A team of international researchers plan to turn greenhouse gas carbon dioxide into rock by permanently injecting it beneath the Earth’s ocean floor. An ambitious, new research partnership announced on September 26 by the Pacific Institute for Climate Solutions (PICS) at the University of Victoria is pursuing the project.
The $1.5 million, four-year PICS Theme Partnership called Solid Carbon: A Climate Mitigation Partnership Advancing Stable Negative Emissions gathers researchers from Canada, the United States and Europe. The team is aiming to combine state-of-the-art technologies in a way that has previously never been conceived, to deliver safe and reliable carbon dioxide (CO2) removal.

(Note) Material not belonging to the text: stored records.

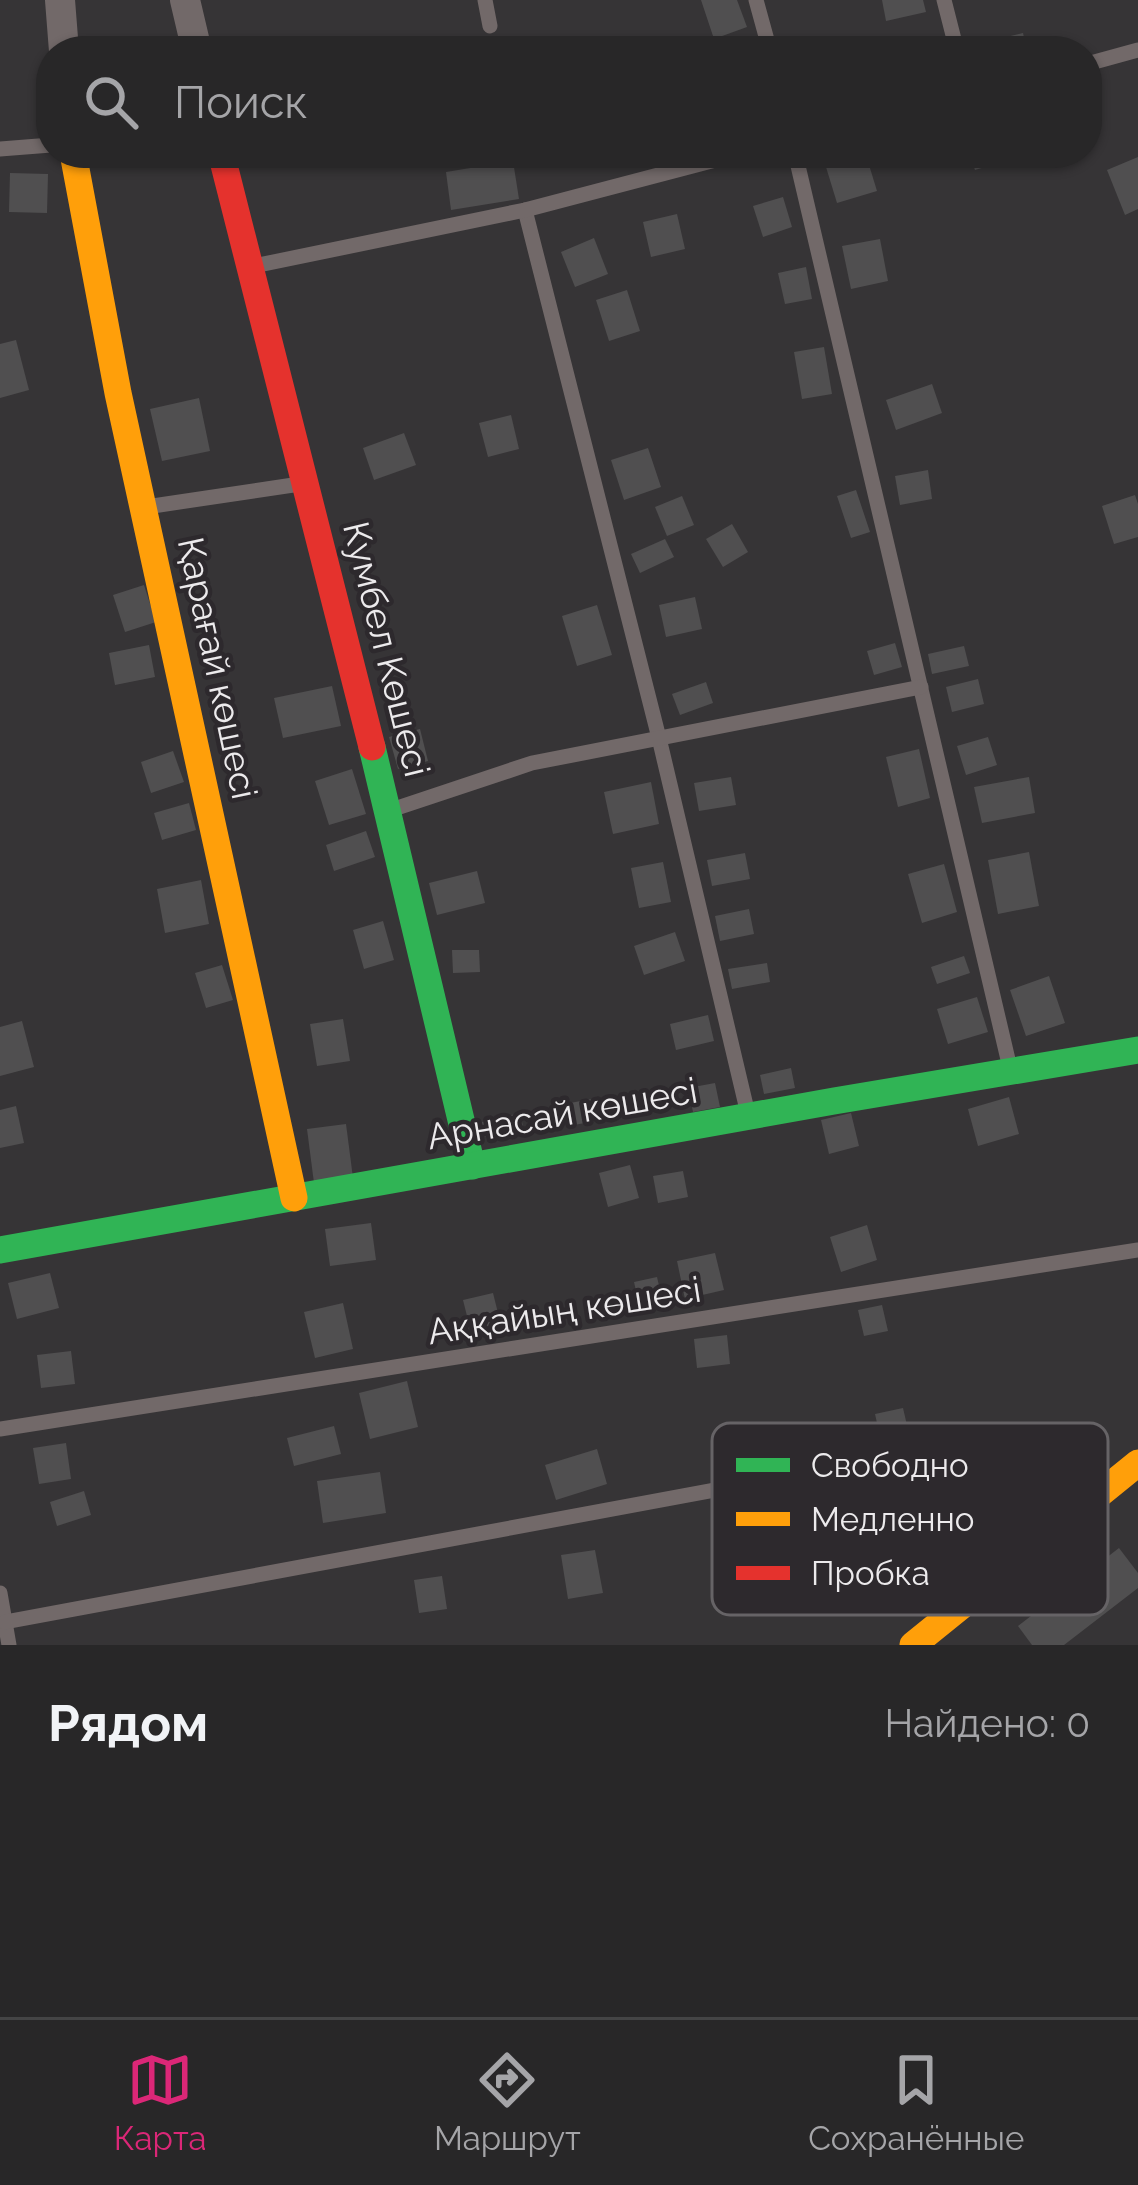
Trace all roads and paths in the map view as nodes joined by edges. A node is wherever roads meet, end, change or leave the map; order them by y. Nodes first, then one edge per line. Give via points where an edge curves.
1 (60, 0) edge
2 (185, 0) edge
3 (485, 0) edge
4 (756, 0) edge
5 (944, 0) edge
6 (490, 26) dead end
7 (63, 36) edge
8 (193, 36) edge
9 (766, 36) edge
10 (953, 36) edge
11 (1138, 50) edge
12 (1102, 60) edge
13 (36, 147) edge
14 (0, 149) edge
15 (76, 168) edge
16 (225, 168) edge
17 (684, 168) edge
18 (800, 168) edge
19 (524, 209) junction
20 (248, 267) junction
21 (304, 483) junction
22 (143, 507) junction
23 (921, 687) junction
24 (659, 738) junction
25 (388, 811) junction
26 (1138, 1050) edge
27 (1011, 1071) junction
28 (748, 1117) junction
29 (472, 1166) junction
30 (294, 1198) junction
31 (0, 1250) edge
32 (1138, 1250) edge
33 (0, 1429) edge
34 (1138, 1463) edge
35 (1108, 1487) edge
36 (712, 1490) edge
37 (0, 1593) edge
38 (950, 1615) edge
39 (5, 1622) junction
40 (9, 1645) edge
41 (913, 1645) edge

1 - 7 street
2 - 8 street
3 - 6 lane
4 - 9 lane
5 - 10 lane
11 - 12 lane
13 - 14 lane
15 - 22 street, Қарағай көшесі
16 - 20 street, Кумбел Kөшесі
17 - 19 lane
18 - 23 lane
19 - 20 lane
19 - 24 lane
20 - 21 street, Кумбел Kөшесі
21 - 22 lane
21 - 25 street, Кумбел Kөшесі
22 - 30 street, Қарағай көшесі
23 - 24 lane
23 - 27 lane
24 - 25 lane via 532,763
24 - 28 lane
25 - 29 street, Кумбел Kөшесі
26 - 27 street, Арнасай көшесі
27 - 28 street, Арнасай көшесі
28 - 29 street, Арнасай көшесі
29 - 30 street, Арнасай көшесі
30 - 31 street, Арнасай көшесі
32 - 33 lane, Аққайың көшесі
34 - 35 street
36 - 39 lane
37 - 39 lane
38 - 41 street
39 - 40 lane

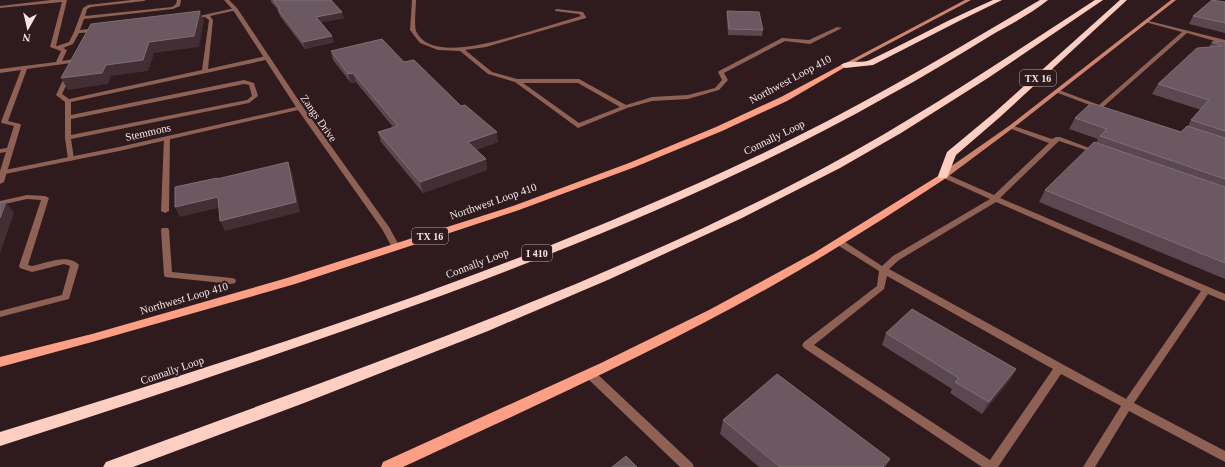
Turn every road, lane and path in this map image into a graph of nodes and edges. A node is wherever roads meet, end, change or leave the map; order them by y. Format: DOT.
graph roads {
  1 [pos="64,0"];
  2 [pos="144,0"];
  3 [pos="179,0"];
  4 [pos="227,0"];
  5 [pos="414,0"];
  6 [pos="969,0"];
  7 [pos="1000,0"];
  8 [pos="1045,0"];
  9 [pos="1100,0"];
  10 [pos="1124,0"];
  11 [pos="1174,0"];
  12 [pos="0,7"];
  13 [pos="235,9"];
  14 [pos="557,10"];
  15 [pos="206,15"];
  16 [pos="82,18"];
  17 [pos="189,18"];
  18 [pos="1147,21"];
  19 [pos="839,28"];
  20 [pos="107,29"];
  21 [pos="1186,31"];
  22 [pos="77,32"];
  23 [pos="1225,42"];
  24 [pos="58,48"];
  25 [pos="461,49"];
  26 [pos="266,58"];
  27 [pos="58,63"];
  28 [pos="845,65"];
  29 [pos="25,68"];
  30 [pos="0,71"];
  31 [pos="205,71"];
  32 [pos="518,81"];
  33 [pos="1057,91"];
  34 [pos="68,101"];
  35 [pos="625,107"];
  36 [pos="1100,107"];
  37 [pos="300,108"];
  38 [pos="1108,109"];
  39 [pos="68,118"];
  40 [pos="1011,127"];
  41 [pos="68,138"];
  42 [pos="167,138"];
  43 [pos="1053,142"];
  44 [pos="11,149"];
  45 [pos="0,151"];
  46 [pos="1102,153"];
  47 [pos="71,159"];
  48 [pos="2,173"];
  49 [pos="943,176"];
  50 [pos="0,182"];
  51 [pos="995,199"];
  52 [pos="0,203"];
  53 [pos="165,211"];
  54 [pos="165,230"];
  55 [pos="839,242"];
  56 [pos="396,247"];
  57 [pos="884,270"];
  58 [pos="232,280"];
  59 [pos="1206,290"];
  60 [pos="1225,298"];
  61 [pos="0,314"];
  62 [pos="0,362"];
  63 [pos="1059,368"];
  64 [pos="590,374"];
  65 [pos="1128,405"];
  66 [pos="0,439"];
  67 [pos="1225,457"];
  68 [pos="112,467"];
  69 [pos="388,467"];
  70 [pos="688,467"];
  71 [pos="992,467"];
  72 [pos="1089,467"];
  1 -- 12 [label="street"];
  1 -- 24 [label="street"];
  2 -- 16 [label="street"];
  3 -- 16 [label="street"];
  4 -- 13 [label="street, Zangs Drive"];
  5 -- 25 [label="street"];
  6 -- 28 [label="main road, Northwest Loop 410"];
  7 -- 28 [label="highway, TX 16"];
  8 -- 66 [label="highway, Connally Loop / I 410"];
  9 -- 68 [label="highway"];
  10 -- 49 [label="highway, TX 16"];
  11 -- 18 [label="main road"];
  13 -- 15 [label="street"];
  13 -- 26 [label="street, Zangs Drive"];
  14 -- 25 [label="street"];
  15 -- 17 [label="street"];
  15 -- 31 [label="street"];
  16 -- 22 [label="street"];
  18 -- 21 [label="street"];
  18 -- 33 [label="main road"];
  19 -- 35 [label="street"];
  20 -- 22 [label="street"];
  21 -- 23 [label="street"];
  21 -- 36 [label="street"];
  22 -- 24 [label="street"];
  24 -- 27 [label="street"];
  25 -- 32 [label="street"];
  26 -- 31 [label="street"];
  26 -- 37 [label="street, Zangs Drive"];
  27 -- 29 [label="street"];
  27 -- 34 [label="street"];
  28 -- 56 [label="main road, Northwest Loop 410 / TX 16"];
  29 -- 30 [label="street"];
  29 -- 44 [label="street"];
  31 -- 34 [label="street"];
  32 -- 35 [label="street"];
  32 -- 35 [label="street"];
  33 -- 36 [label="street"];
  33 -- 40 [label="main road"];
  34 -- 39 [label="street"];
  36 -- 38 [label="street"];
  37 -- 42 [label="street, Stemmons"];
  37 -- 56 [label="street, Zangs Drive"];
  39 -- 41 [label="street"];
  39 -- 41 [label="street"];
  40 -- 43 [label="street"];
  40 -- 49 [label="main road"];
  41 -- 47 [label="street"];
  42 -- 47 [label="street, Stemmons"];
  42 -- 53 [label="street"];
  43 -- 46 [label="street"];
  43 -- 51 [label="street"];
  44 -- 45 [label="street"];
  44 -- 48 [label="street"];
  47 -- 48 [label="street, Stemmons"];
  48 -- 50 [label="street"];
  49 -- 51 [label="street"];
  49 -- 55 [label="main road"];
  51 -- 57 [label="street"];
  51 -- 59 [label="street"];
  52 -- 61 [label="street"];
  54 -- 58 [label="street"];
  55 -- 57 [label="street"];
  55 -- 64 [label="main road"];
  56 -- 62 [label="main road, Northwest Loop 410 / TX 16"];
  57 -- 63 [label="street"];
  57 -- 71 [label="street"];
  59 -- 60 [label="street"];
  59 -- 65 [label="street"];
  63 -- 65 [label="street"];
  63 -- 71 [label="street"];
  64 -- 69 [label="main road"];
  64 -- 70 [label="street"];
  65 -- 67 [label="street"];
  65 -- 72 [label="street"];
}
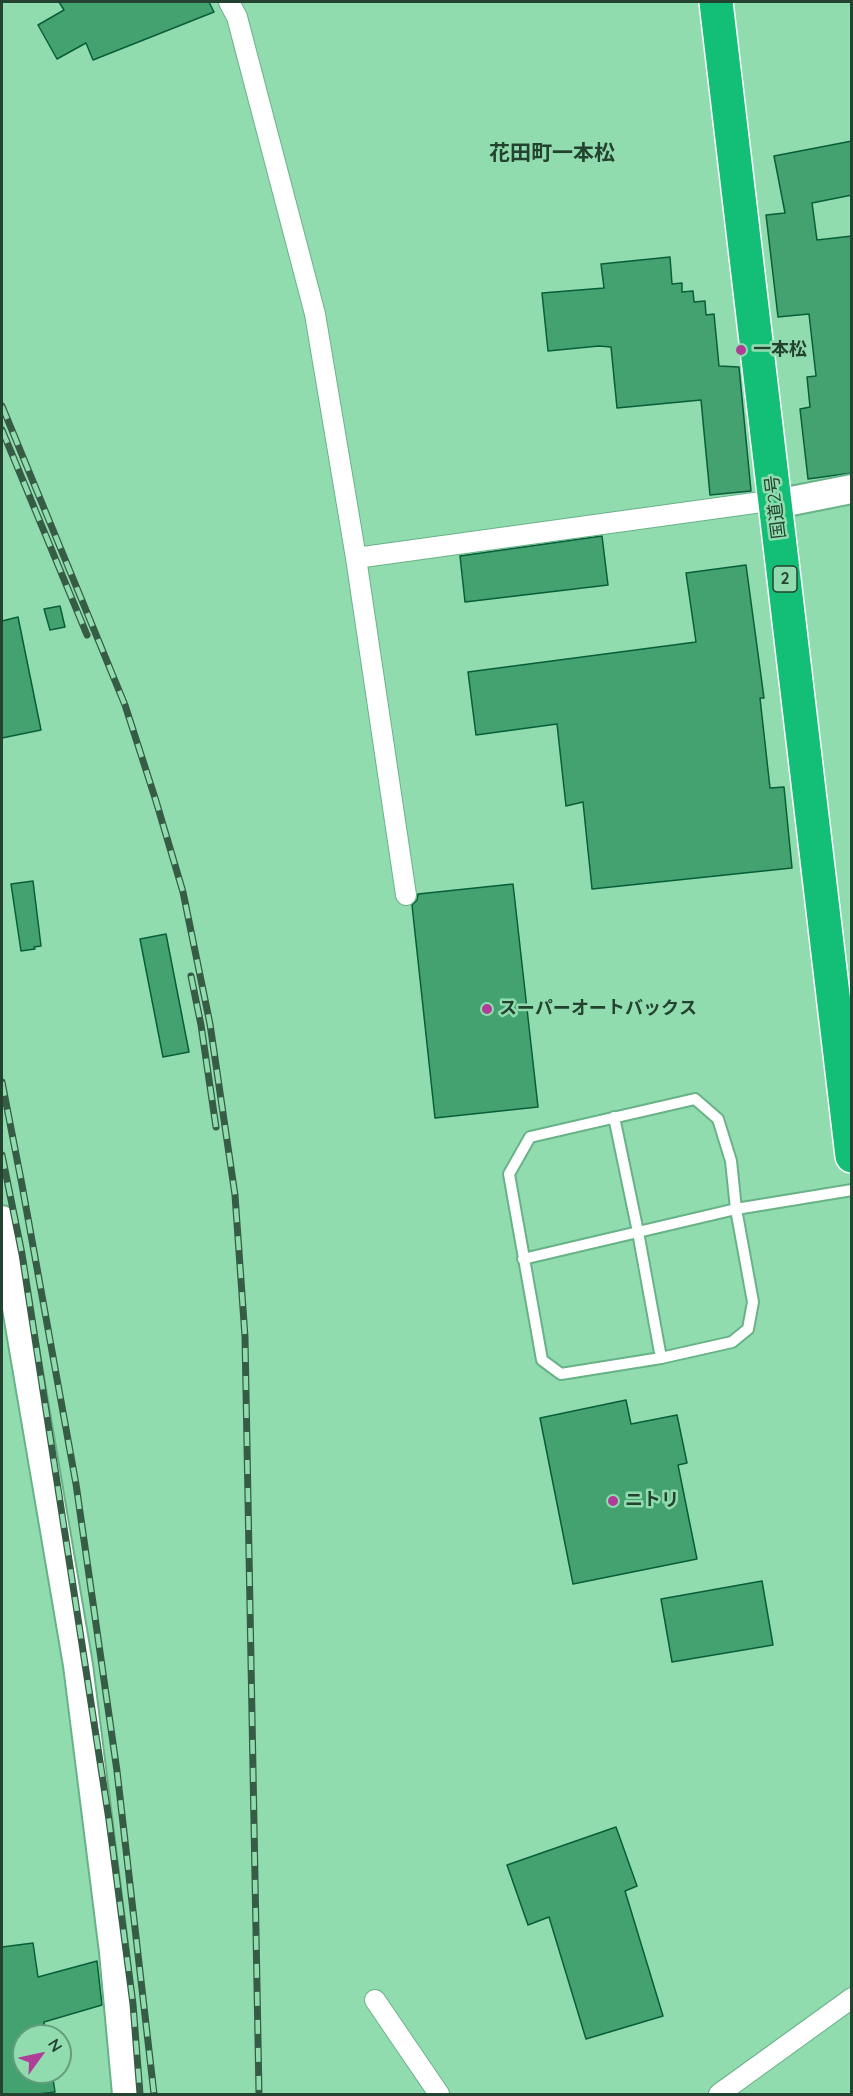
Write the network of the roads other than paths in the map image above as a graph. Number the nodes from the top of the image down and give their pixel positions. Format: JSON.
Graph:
{"nodes":[{"id":1,"x":229,"y":2,"type":"edge"},
{"id":2,"x":716,"y":2,"type":"edge"},
{"id":3,"x":852,"y":489,"type":"edge"},
{"id":4,"x":776,"y":502,"type":"junction"},
{"id":5,"x":356,"y":558,"type":"junction"},
{"id":6,"x":406,"y":896,"type":"dead end"},
{"id":7,"x":845,"y":1044,"type":"edge"},
{"id":8,"x":614,"y":1117,"type":"junction"},
{"id":9,"x":852,"y":1156,"type":"edge"},
{"id":10,"x":852,"y":1190,"type":"edge"},
{"id":11,"x":736,"y":1209,"type":"junction"},
{"id":12,"x":2,"y":1220,"type":"edge"},
{"id":13,"x":638,"y":1232,"type":"junction"},
{"id":14,"x":523,"y":1259,"type":"junction"},
{"id":15,"x":7,"y":1290,"type":"edge"},
{"id":16,"x":661,"y":1358,"type":"junction"},
{"id":17,"x":852,"y":1998,"type":"edge"},
{"id":18,"x":375,"y":2000,"type":"dead end"},
{"id":19,"x":127,"y":2094,"type":"edge"},
{"id":20,"x":439,"y":2094,"type":"edge"},
{"id":21,"x":719,"y":2094,"type":"edge"}],
"edges":[{"from":1,"to":5,"type":"street"},
{"from":2,"to":4,"type":"highway","name":"国道2号","number":"2"},
{"from":3,"to":4,"type":"street"},
{"from":4,"to":5,"type":"street"},
{"from":4,"to":7,"type":"highway","name":"国道2号","number":"2"},
{"from":5,"to":6,"type":"street"},
{"from":7,"to":9,"type":"highway","name":"国道2号","number":"2"},
{"from":8,"to":11,"type":"lane"},
{"from":8,"to":13,"type":"lane"},
{"from":8,"to":14,"type":"lane"},
{"from":10,"to":11,"type":"lane"},
{"from":11,"to":13,"type":"lane"},
{"from":11,"to":16,"type":"lane"},
{"from":12,"to":15,"type":"street"},
{"from":13,"to":14,"type":"lane"},
{"from":13,"to":16,"type":"lane"},
{"from":14,"to":16,"type":"lane"},
{"from":15,"to":19,"type":"street"},
{"from":17,"to":21,"type":"street"},
{"from":18,"to":20,"type":"street"}]}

The project team includes scientists, engineers and social scientists from: the University of Victoria; Ocean Networks Canada (ONC), which is a UVic initiative and Green Marine supporter; the University of British Columbia; the University of Calgary; the University of California; Columbia University; the University of Washington; and the GEOMAR Helmholtz Centre for Ocean Research in Germany. Other project partners include K&M Technology Group, and Carbon Engineering in Squamish, British Columbia.
Kate Moran, ONC’s president and chief executive officer and Solid Carbon’s principal investigator, explains how proven technologies behind renewable energy production, carbon capture, offshore drilling and carbon mineralization will come together in this feasibility study. « The vision is to extract CO2 from the atmosphere using a direct air capture technology, developed by Carbon Engineering,” she says. “Then, using deep ocean technology powered by ocean-based wind and solar energy, inject the CO2 into the subseafloor basalt, where it will mineralize and remain permanently as rock.”
Globally, more than 90% of basalt resides in the ocean where it is widely distributed, making the technology ideal for worldwide use. One of the project’s initial focus areas is modeling and laboratory experiments to demonstrate sequestration of CO2 into ocean basalts that lie beneath ONC’s Cascadia Basin site off British Columbia’s west coast.
The four-year project began Oct. 1, 2019, with the ultimate goal of designing and delivering a globally applicable ocean-based negative emissions technology by 2050.